Es recomendable leer A Rought Start ya que estos Outtakes complementan la historia.

En cuanto se refiere a este primer Outtake, para que lo situéis en la historia, esto tiene lugar antes de la cena catastrófica en Port Angeles, en el capítulo 13 podréis ver que Bella menciona que quedan pocos días para Halloween y prepara calabazas y murciélagos de papel con los niños en clase.


Rough Start Outtake

Trucos-y–Tratos

"Anthony, no te voy a comprar eso," Edward resopló cuando vio las cursi tela y las mallas tono lavanda que Anthony estaba observando.

"Pero tiene una espada," Anthony tiró del arma de plástico que estaba atada al disfraz.

Vale, esa era una buena razón para querer la maldita y cursi vestimenta en un primer lugar, pero Edward siguió negando con la cabeza.

"¿Y que me dices de este?" Edward cogió un disfraz de Optimus Prime.

Anthony arrugó la nariz. "Me gusta Bumblebee."
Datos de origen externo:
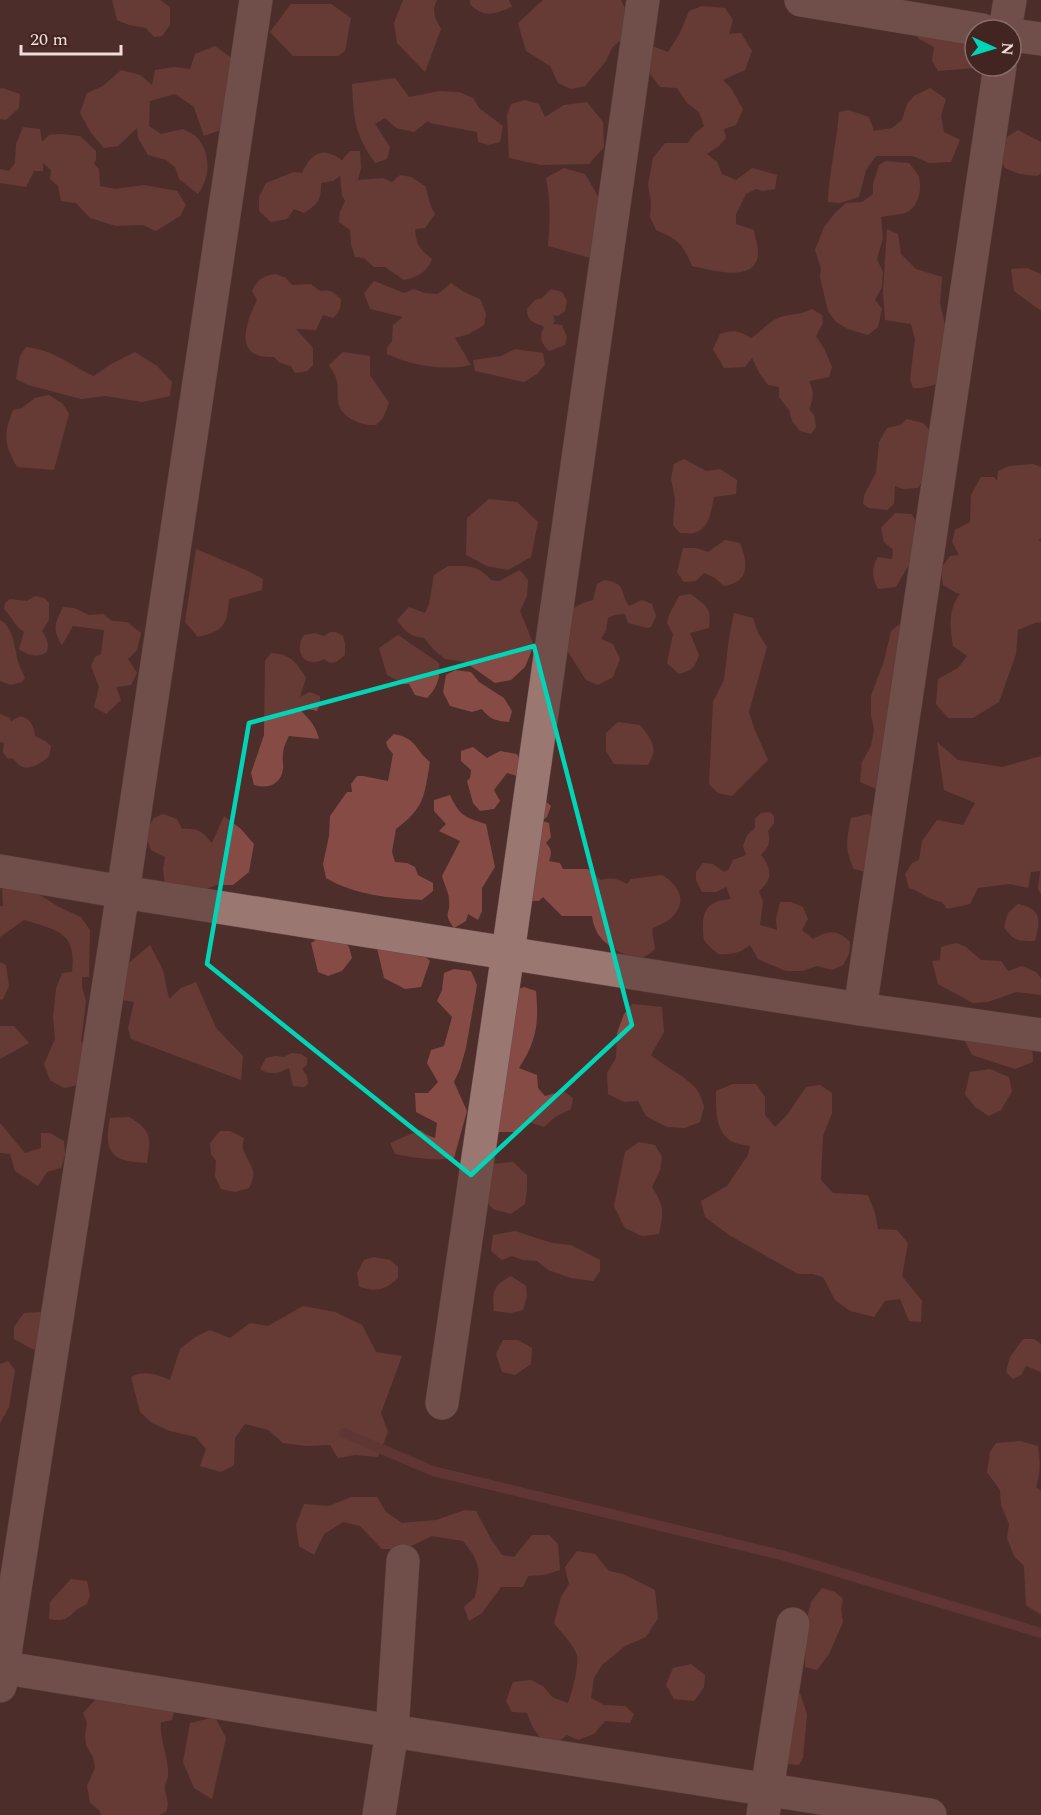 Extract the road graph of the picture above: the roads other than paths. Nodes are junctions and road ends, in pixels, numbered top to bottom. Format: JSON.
{"nodes":[{"id":1,"x":256,"y":0,"type":"edge"},
{"id":2,"x":643,"y":0,"type":"edge"},
{"id":3,"x":801,"y":0,"type":"edge"},
{"id":4,"x":1010,"y":0,"type":"edge"},
{"id":5,"x":1007,"y":18,"type":"edge"},
{"id":6,"x":963,"y":27,"type":"edge"},
{"id":7,"x":1023,"y":37,"type":"edge"},
{"id":8,"x":1041,"y":39,"type":"edge"},
{"id":9,"x":998,"y":78,"type":"edge"},
{"id":10,"x":0,"y":871,"type":"edge"},
{"id":11,"x":123,"y":892,"type":"junction"},
{"id":12,"x":508,"y":953,"type":"junction"},
{"id":13,"x":860,"y":1009,"type":"junction"},
{"id":14,"x":1041,"y":1035,"type":"edge"},
{"id":15,"x":442,"y":1403,"type":"dead end"},
{"id":16,"x":403,"y":1561,"type":"dead end"},
{"id":17,"x":793,"y":1624,"type":"dead end"},
{"id":18,"x":1,"y":1674,"type":"edge"},
{"id":19,"x":392,"y":1731,"type":"junction"},
{"id":20,"x":765,"y":1802,"type":"edge"},
{"id":21,"x":379,"y":1815,"type":"edge"},
{"id":22,"x":930,"y":1815,"type":"edge"}],
"edges":[{"from":1,"to":11,"type":"street"},
{"from":2,"to":12,"type":"street"},
{"from":3,"to":6,"type":"street"},
{"from":4,"to":5,"type":"street"},
{"from":7,"to":8,"type":"street"},
{"from":9,"to":13,"type":"street"},
{"from":10,"to":11,"type":"street"},
{"from":11,"to":12,"type":"street"},
{"from":11,"to":18,"type":"street"},
{"from":12,"to":13,"type":"street"},
{"from":12,"to":15,"type":"street"},
{"from":13,"to":14,"type":"street"},
{"from":16,"to":19,"type":"street"},
{"from":17,"to":20,"type":"street"},
{"from":18,"to":19,"type":"street"},
{"from":19,"to":20,"type":"street"},
{"from":19,"to":21,"type":"street"},
{"from":20,"to":22,"type":"street"}]} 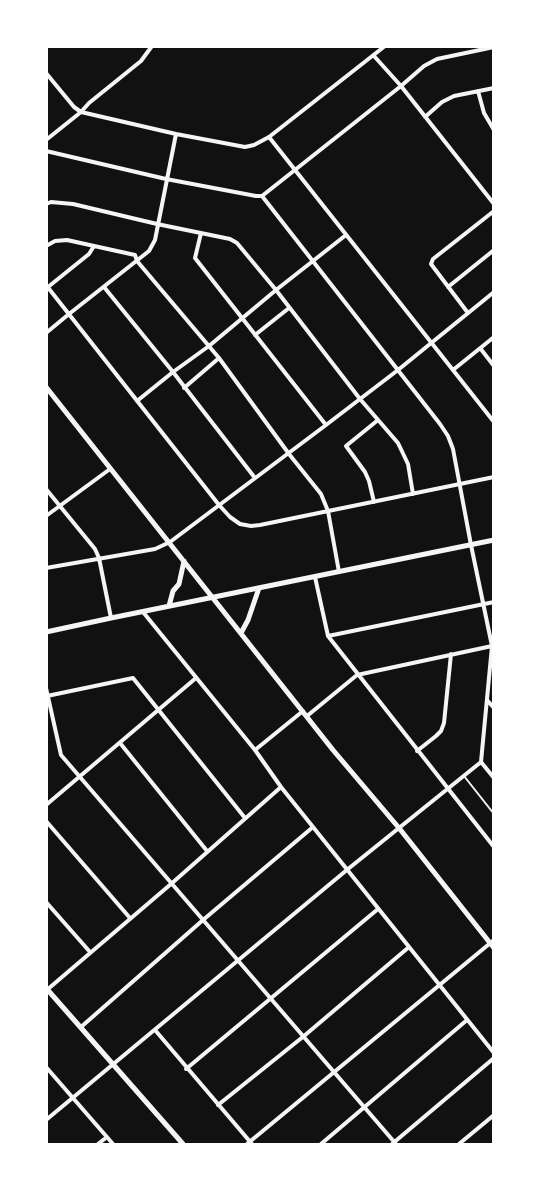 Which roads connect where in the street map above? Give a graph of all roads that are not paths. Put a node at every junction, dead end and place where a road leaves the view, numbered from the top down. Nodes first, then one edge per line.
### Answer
1 (152, 46) edge
2 (385, 46) edge
3 (494, 47) edge
4 (374, 56) junction
5 (46, 73) edge
6 (401, 86) junction
7 (494, 88) edge
8 (478, 91) junction
9 (81, 112) junction
10 (425, 117) junction
11 (494, 130) edge
12 (176, 134) junction
13 (269, 137) junction
14 (46, 140) edge
15 (46, 151) edge
16 (295, 170) junction
17 (166, 179) junction
18 (262, 196) junction
19 (46, 204) edge
20 (494, 204) edge
21 (494, 211) edge
22 (157, 224) junction
23 (201, 233) junction
24 (346, 235) junction
25 (46, 246) edge
26 (94, 246) junction
27 (494, 250) edge
28 (137, 261) junction
29 (313, 262) junction
30 (47, 286) edge
31 (104, 287) junction
32 (448, 287) junction
33 (276, 290) junction
34 (494, 292) edge
35 (289, 308) junction
36 (468, 313) junction
37 (69, 314) junction
38 (243, 318) junction
39 (46, 333) edge
40 (255, 335) junction
41 (494, 337) edge
42 (431, 342) junction
43 (209, 346) junction
44 (480, 348) junction
45 (219, 358) junction
46 (494, 366) edge
47 (398, 370) junction
48 (453, 370) junction
49 (173, 372) junction
50 (46, 387) edge
51 (184, 388) junction
52 (360, 399) junction
53 (137, 400) junction
54 (378, 420) junction
55 (494, 422) edge
56 (326, 425) junction
57 (289, 454) junction
58 (111, 468) junction
59 (494, 477) edge
60 (255, 478) junction
61 (460, 484) junction
62 (46, 489) edge
63 (413, 494) junction
64 (374, 502) junction
65 (219, 505) junction
66 (60, 506) junction
67 (328, 511) junction
68 (46, 516) edge
69 (494, 540) edge
70 (170, 542) junction
71 (471, 545) junction
72 (99, 558) junction
73 (184, 561) junction
74 (46, 568) edge
75 (339, 572) junction
76 (315, 577) junction
77 (259, 588) junction
78 (213, 597) junction
79 (494, 602) edge
80 (484, 604) junction
81 (169, 606) junction
82 (143, 612) junction
83 (111, 618) junction
84 (46, 632) edge
85 (242, 633) junction
86 (328, 636) junction
87 (493, 646) edge
88 (451, 654) junction
89 (357, 675) junction
90 (196, 678) junction
91 (46, 688) edge
92 (494, 694) edge
93 (47, 696) edge
94 (487, 697) junction
95 (494, 708) edge
96 (159, 710) junction
97 (305, 713) junction
98 (120, 742) junction
99 (255, 750) junction
100 (417, 751) junction
101 (481, 762) junction
102 (464, 776) junction
103 (79, 777) junction
104 (494, 778) edge
105 (281, 787) junction
106 (447, 789) junction
107 (46, 805) edge
108 (494, 814) edge
109 (245, 818) junction
110 (46, 820) edge
111 (313, 827) junction
112 (399, 828) junction
113 (494, 847) edge
114 (207, 851) junction
115 (348, 869) junction
116 (171, 884) junction
117 (46, 902) edge
118 (378, 909) junction
119 (130, 918) junction
120 (203, 920) junction
121 (492, 943) edge
122 (410, 948) junction
123 (90, 952) junction
124 (239, 962) junction
125 (439, 984) junction
126 (47, 988) edge
127 (271, 999) junction
128 (467, 1020) junction
129 (81, 1027) junction
130 (155, 1030) junction
131 (304, 1036) junction
132 (494, 1053) edge
133 (494, 1058) edge
134 (113, 1065) junction
135 (46, 1067) edge
136 (186, 1069) junction
137 (334, 1073) junction
138 (74, 1098) junction
139 (218, 1105) junction
140 (364, 1108) junction
141 (494, 1115) edge
142 (46, 1120) edge
143 (107, 1137) junction
144 (98, 1144) edge
145 (113, 1144) edge
146 (183, 1144) edge
147 (250, 1144) edge
148 (321, 1144) edge
149 (394, 1144) edge
150 (459, 1144) edge

1 - 9 street
2 - 4 street
3 - 6 street
4 - 6 street
4 - 13 street
5 - 9 street
6 - 10 street
6 - 16 street
7 - 8 street
8 - 10 street
8 - 11 street
9 - 12 street
9 - 14 street
10 - 20 street
12 - 13 street
12 - 17 street
13 - 16 street
15 - 17 street
16 - 18 street
16 - 24 street
17 - 18 street
17 - 22 street
18 - 29 street
19 - 22 street
21 - 32 street
22 - 23 street
22 - 28 street
23 - 33 street
23 - 38 street
24 - 29 street
24 - 42 street
25 - 26 street
26 - 28 street
26 - 30 street
27 - 32 street
28 - 31 street
28 - 43 street
29 - 33 street
29 - 47 street
30 - 37 street
31 - 37 street
31 - 49 street
32 - 36 street
33 - 35 street
33 - 38 street
34 - 36 street
35 - 40 street
35 - 52 street
36 - 42 street
37 - 39 street
37 - 53 street
38 - 40 street
38 - 43 street
40 - 56 street
41 - 44 street
42 - 47 street
42 - 48 street
43 - 45 street
43 - 49 street
44 - 46 street
44 - 48 street
45 - 51 street
45 - 57 street
47 - 52 street
47 - 61 street
48 - 55 street
49 - 51 street
49 - 53 street
50 - 58 street
51 - 60 street
52 - 54 street
52 - 56 street
53 - 65 street
54 - 63 street
54 - 64 street
56 - 57 street
57 - 60 street
57 - 67 street
58 - 66 street
58 - 70 street
59 - 61 street
60 - 65 street
61 - 63 street
61 - 71 street
62 - 66 street
63 - 64 street
64 - 67 street
65 - 67 street
65 - 70 street
66 - 68 street
66 - 72 street
67 - 75 street
69 - 71 street
70 - 72 street
70 - 73 street
71 - 75 street
71 - 80 street
72 - 74 street
72 - 83 street
73 - 78 street
73 - 81 street
75 - 76 street
76 - 77 street
76 - 86 street
77 - 78 street
77 - 85 street
78 - 81 street
78 - 85 street
79 - 80 street
80 - 86 street
80 - 87 street
81 - 82 street
82 - 83 street
82 - 90 street
83 - 84 street
85 - 97 street
86 - 89 street
87 - 88 street
87 - 94 street
88 - 89 street
88 - 100 street
89 - 97 street
89 - 100 street
90 - 96 street
90 - 99 street
91 - 93 street
92 - 94 street
93 - 96 street
93 - 103 street
94 - 95 street
94 - 101 street
96 - 98 street
96 - 109 street
97 - 99 street
97 - 112 street
98 - 103 street
98 - 114 street
99 - 105 street
100 - 106 street
101 - 102 street
101 - 104 street
102 - 106 street
102 - 108 lane
103 - 107 street
103 - 116 street
105 - 109 street
105 - 111 street
106 - 112 street
106 - 113 street
109 - 114 street
110 - 119 street
111 - 115 street
111 - 120 street
112 - 115 street
112 - 121 street
114 - 116 street
115 - 118 street
115 - 124 street
116 - 119 street
116 - 120 street
117 - 123 street
118 - 122 street
118 - 127 street
119 - 123 street
120 - 124 street
120 - 129 street
121 - 125 street
122 - 125 street
122 - 131 street
123 - 126 street
124 - 127 street
124 - 130 street
125 - 128 street
125 - 137 street
126 - 129 street
127 - 131 street
127 - 136 street
128 - 132 street
128 - 140 street
129 - 134 street
130 - 134 street
130 - 136 street
131 - 137 street
131 - 139 street
133 - 149 street
134 - 138 street
134 - 146 street
135 - 138 street
136 - 139 street
137 - 140 street
137 - 147 street
138 - 142 street
138 - 143 street
139 - 147 street
140 - 148 street
140 - 149 street
141 - 150 street
143 - 144 street
143 - 145 street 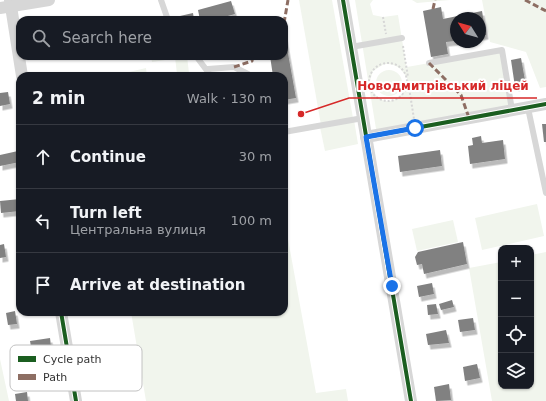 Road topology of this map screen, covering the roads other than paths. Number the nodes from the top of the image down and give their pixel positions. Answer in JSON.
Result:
{"nodes":[{"id":1,"x":49,"y":0,"type":"edge"},
{"id":2,"x":161,"y":0,"type":"edge"},
{"id":3,"x":343,"y":0,"type":"edge"},
{"id":4,"x":7,"y":5,"type":"edge"},
{"id":5,"x":167,"y":16,"type":"edge"},
{"id":6,"x":402,"y":38,"type":"road end"},
{"id":7,"x":351,"y":47,"type":"junction"},
{"id":8,"x":16,"y":48,"type":"edge"},
{"id":9,"x":19,"y":60,"type":"edge"},
{"id":10,"x":200,"y":60,"type":"edge"},
{"id":11,"x":429,"y":63,"type":"dead end"},
{"id":12,"x":208,"y":69,"type":"junction"},
{"id":13,"x":21,"y":72,"type":"edge"},
{"id":14,"x":209,"y":72,"type":"edge"},
{"id":15,"x":244,"y":72,"type":"edge"},
{"id":16,"x":546,"y":104,"type":"edge"},
{"id":17,"x":528,"y":108,"type":"junction"},
{"id":18,"x":512,"y":110,"type":"junction"},
{"id":19,"x":363,"y":118,"type":"junction"},
{"id":20,"x":288,"y":131,"type":"edge"},
{"id":21,"x":366,"y":137,"type":"junction"},
{"id":22,"x":546,"y":193,"type":"edge"},
{"id":23,"x":62,"y":316,"type":"edge"},
{"id":24,"x":67,"y":345,"type":"edge"},
{"id":25,"x":74,"y":391,"type":"edge"},
{"id":26,"x":76,"y":401,"type":"edge"},
{"id":27,"x":412,"y":401,"type":"edge"}],
"edges":[{"from":1,"to":4,"type":"street"},
{"from":2,"to":5,"type":"lane"},
{"from":3,"to":7,"type":"street"},
{"from":4,"to":8,"type":"street"},
{"from":6,"to":7,"type":"lane"},
{"from":7,"to":19,"type":"street"},
{"from":9,"to":13,"type":"street"},
{"from":10,"to":12,"type":"lane"},
{"from":11,"to":18,"type":"lane"},
{"from":12,"to":14,"type":"lane"},
{"from":12,"to":15,"type":"lane"},
{"from":16,"to":17,"type":"street"},
{"from":17,"to":18,"type":"street"},
{"from":17,"to":22,"type":"lane"},
{"from":18,"to":21,"type":"street"},
{"from":19,"to":20,"type":"lane"},
{"from":19,"to":21,"type":"street"},
{"from":21,"to":27,"type":"street"},
{"from":23,"to":24,"type":"street"},
{"from":25,"to":26,"type":"street"}]}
"Bueno no quedan disfraces de Bumblebee," Edward le echo un vistazo al reloj mientras respondía. Su intención había sido dejar que Anthony eligiera su disfraz el día antes de Halloween, ya que las tiendas solían bajar los precios y los disfraces estaban más baratos. Sin embargo, el tiempo se le había escapado de las manos a Edward, tanto que ya estaba aquí, sábado, la mañana del día de Halloween, y él y Anthony acababan de llegar a la tienda buscando un disfraz. Por lo menos, Anthony era pequeño para su edad, porque las únicas tallas que quedaban eran la pequeña y la extra grande. Y Edward fue afortunado y había supuesto correctamente, los disfraces estaban a mitad de precio, y como se sentía culpable por haber hecho esperar a Anthony hasta el último momento estaba dispuesto a dejarle elegir lo que quisiera... a excepción del disfraza de hada con espada.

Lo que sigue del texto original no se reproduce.